WarmHammock v2 turned out much better than the first prototype! And I kept track of the measurements this time so I'd know what size to make the undercover in case it needed adjustment. Details below, and a critique of synthetic insulated hammocks follows.

Item Cut Dimensions Finished Dimensions Weight
Hammock body
118"x56"
116"x54"
9-7/8 oz (280 g)
Undercover
95"x50"
78"x42"
4-1/2 oz (128 g)
PrimaLoft
82"x44"
82"x44"
18-1/8 oz (520 g)
Total Weight 32-7/8 oz (938 g)

I used 1.9 oz untreated ripstop for the body, 1.1 oz DWR ripstop for the undercover, and 0.8" PrimaLoft insulation. I used a straight stitch for a rolled hem around the body, and a zigzag stitch to attach the undercover (stitch width 2.5, stitch length 3). Then I slide the PrimaLoft inside and quilted it in place.

I cut the PrimaLoft a bit big so I could adjust later - I can feel some rolls in there so I need to trim it.

Undercover - Darts go down all four sides as shown. This makes a nice big undercover - a little bit less length would be ok. I think it would be good to keep that length, though, and trim some from the middle of the head and foot ends to create a shaped undercover.
It's easier to measure around the outside to place the undercover.
Showing extra darts in the middle section. And quilting loops along the edge.
Quilting loops from inside hammock.
Seam connecting head end of undercover to hammock body, seen from inside. The black dot is a quilting loop.
After pinning the undercover in place, I rolled one side of the hammock into binder clips so it could go through the machine easier. It really helped!
Summary of WarmHammock
So this is a pretty decent hammock...it's comfortable and the insulation keeps me pretty warm. But I still don't think synthetic insulated hammocks are the way to go, even with thin insulation. The main reason - the insulation doesn't conform to my body.

Synthetic insulation comes in sheets. That means that - just as with an underquilt - if you stretch it between two points it'll tend towards a straight line between those points. If your body isn't in a straight line, that means a cold spot. But then gravity is added into the equation if the insulation isn't stretched tight...the insulation sags, just like an underquilt. So the answer is to put in quilting loops. This basically solves the problem of insulating my legs, where I experience the most sag...but it takes a lot of loops to keep the insulation snug. It also puts these loops right where I'm laying, so they're exposed to friction or snagging.

These still aren't really a big deal, but when the hammock changes shape as I get comfortable, the quilting loops stretch the insulation to conform to the hammock...and the insulation isn't made to take that kind of stress.

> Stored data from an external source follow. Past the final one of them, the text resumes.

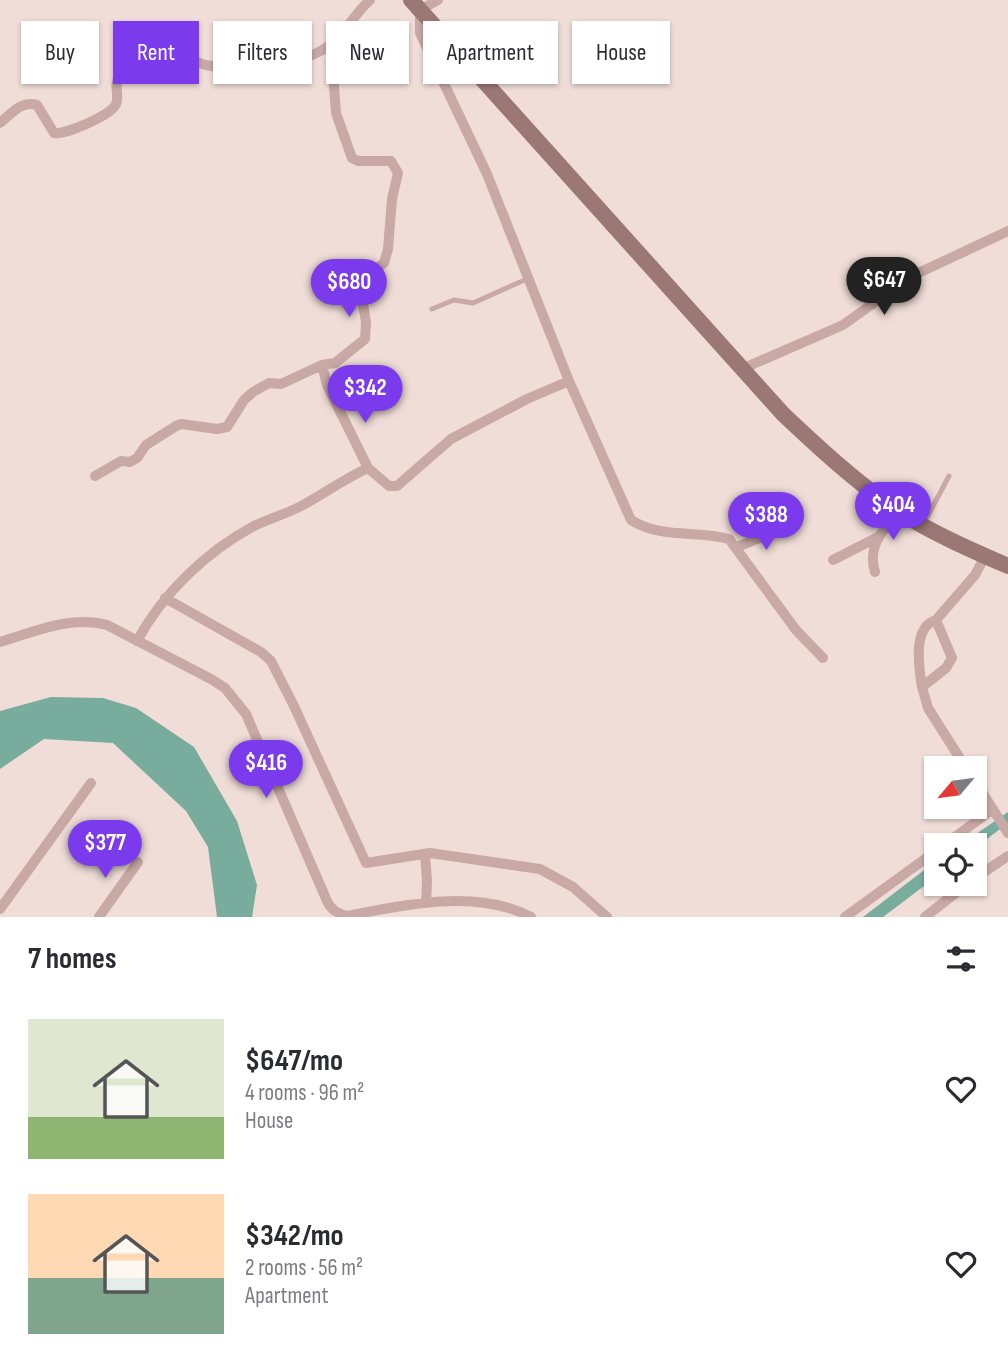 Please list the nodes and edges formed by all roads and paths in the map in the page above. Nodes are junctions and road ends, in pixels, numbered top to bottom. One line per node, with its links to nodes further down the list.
1 (370, 0): 4 (street)
2 (438, 0): 3 (street)
3 (415, 5): 9 (street); 12 (main road)
4 (352, 21)
5 (326, 48): 7 (street)
6 (334, 84): 11 (street)
7 (0, 123)
8 (1008, 231): 12 (street)
9 (529, 278): 10 (lane); 13 (street)
10 (432, 309)
11 (322, 365): 14 (street); 15 (street)
12 (744, 368): 17 (main road)
13 (569, 380): 14 (street); 21 (street)
14 (368, 468): 26 (street)
15 (95, 476)
16 (949, 477): 18 (lane)
17 (899, 511): 18 (main road); 20 (street)
18 (922, 526): 22 (main road)
19 (782, 528): 21 (street)
20 (878, 537): 23 (street); 25 (street)
21 (737, 547): 30 (street)
22 (985, 556): 24 (main road); 27 (street)
23 (832, 560)
24 (1008, 566)
25 (875, 572)
26 (165, 598): 28 (street); 39 (street)
27 (936, 620): 31 (street); 31 (street)
28 (137, 641): 29 (street); 44 (street)
29 (0, 642)
30 (823, 658)
31 (922, 687): 32 (street)
32 (958, 756)
33 (91, 783): 45 (street)
34 (987, 800): 35 (street)
35 (994, 811): 36 (street); 37 (street)
36 (962, 833)
37 (1008, 833)
38 (1008, 856): 42 (street)
39 (425, 857): 44 (street); 48 (street)
40 (924, 860): 49 (street)
41 (138, 862): 46 (street)
42 (987, 870)
43 (952, 896): 50 (street)
44 (426, 903): 47 (street)
45 (0, 909)
46 (99, 917)
47 (531, 917)
48 (607, 917)
49 (845, 917)
50 (925, 917)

It isn't like a top quilt where the shell takes all the stress...the insulation is actually pulled in this case. I think this will destroy the insulation fairly quickly, and I probably had some spots where the insulation had separated but I couldn't see inside the shell to confirm this.

So the answer may seem to be using looser quilting loops. But then the loops won't hold the insulation against the hammock in all body positions. Stuffing the undercover with more insulation and making the undercover tighter might work - but then I'd lose efficiency as the insulation would be compressed...basically how my first prototype worked. Then I lose the weight advantages of using a thin layer of insulation that doesn't need baffles. So how do I address all these problems?

The DownHammock again! Unlike Primaloft, down naturally conforms to its container. So if the undercover is the right size, and I fill it with the right amount of down, it'll naturally loft up against the bottom of the hammock all along my body. A few baffles around the perimeter will keep the sides insulated. I'm satisfied that version 1 proved this concept - now I just have to build v2 to get the weight down (should be ~25 oz for 10 F or so, including hammock and insulation).